▶ _AVAILABLE RECORDS_:
--------------------------------
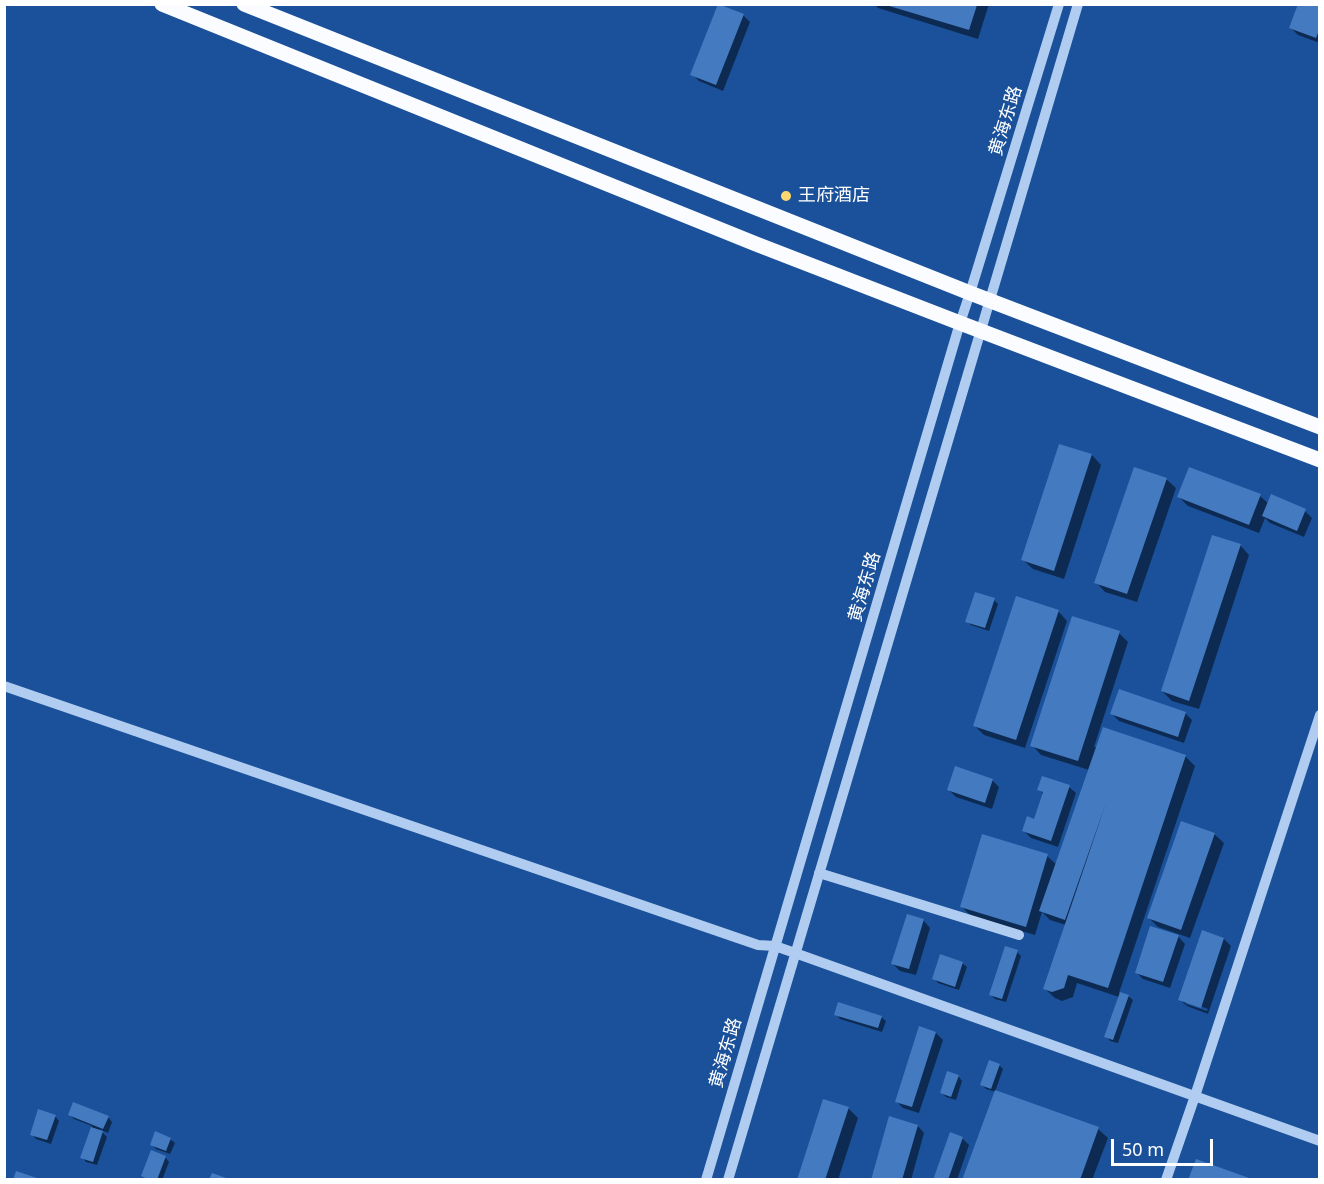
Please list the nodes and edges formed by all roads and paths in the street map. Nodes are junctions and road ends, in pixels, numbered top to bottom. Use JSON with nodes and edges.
{"nodes":[{"id":1,"x":162,"y":4,"type":"edge"},
{"id":2,"x":244,"y":4,"type":"edge"},
{"id":3,"x":1059,"y":4,"type":"edge"},
{"id":4,"x":1078,"y":4,"type":"edge"},
{"id":5,"x":970,"y":293,"type":"junction"},
{"id":6,"x":990,"y":300,"type":"junction"},
{"id":7,"x":960,"y":323,"type":"junction"},
{"id":8,"x":980,"y":331,"type":"junction"},
{"id":9,"x":1320,"y":427,"type":"edge"},
{"id":10,"x":1320,"y":460,"type":"edge"},
{"id":11,"x":4,"y":686,"type":"edge"},
{"id":12,"x":1320,"y":715,"type":"edge"},
{"id":13,"x":819,"y":873,"type":"junction"},
{"id":14,"x":1019,"y":935,"type":"dead end"},
{"id":15,"x":775,"y":946,"type":"junction"},
{"id":16,"x":795,"y":953,"type":"junction"},
{"id":17,"x":1195,"y":1096,"type":"junction"},
{"id":18,"x":1320,"y":1141,"type":"edge"},
{"id":19,"x":706,"y":1179,"type":"edge"},
{"id":20,"x":728,"y":1179,"type":"edge"},
{"id":21,"x":1166,"y":1179,"type":"edge"}],
"edges":[{"from":1,"to":7,"type":"main road"},
{"from":2,"to":5,"type":"main road"},
{"from":3,"to":5,"type":"street","name":"黄海东路"},
{"from":4,"to":6,"type":"street","name":"黄海东路"},
{"from":5,"to":6,"type":"main road"},
{"from":5,"to":7,"type":"street","name":"黄海东路"},
{"from":6,"to":8,"type":"street","name":"黄海东路"},
{"from":6,"to":9,"type":"main road"},
{"from":7,"to":8,"type":"main road"},
{"from":7,"to":15,"type":"street","name":"黄海东路"},
{"from":8,"to":10,"type":"main road"},
{"from":8,"to":13,"type":"street","name":"黄海东路"},
{"from":11,"to":15,"type":"street"},
{"from":12,"to":17,"type":"street"},
{"from":13,"to":14,"type":"street"},
{"from":13,"to":16,"type":"street","name":"黄海东路"},
{"from":15,"to":16,"type":"street"},
{"from":15,"to":19,"type":"street","name":"黄海东路"},
{"from":16,"to":17,"type":"street"},
{"from":16,"to":20,"type":"street","name":"黄海东路"},
{"from":17,"to":18,"type":"street"},
{"from":17,"to":21,"type":"street"}]}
--------------------------------
▶ _DIRECTIONS FOR THIS TASK_:
Show every line of the data in which the word "nodes" appears.

▶ _EXERCISE SOLUTION_:
Please list the nodes and edges formed by all roads and paths in the street map. Nodes are junctions and road ends, in pixels, numbered top to bottom. Use JSON with nodes and edges.
{"nodes":[{"id":1,"x":162,"y":4,"type":"edge"},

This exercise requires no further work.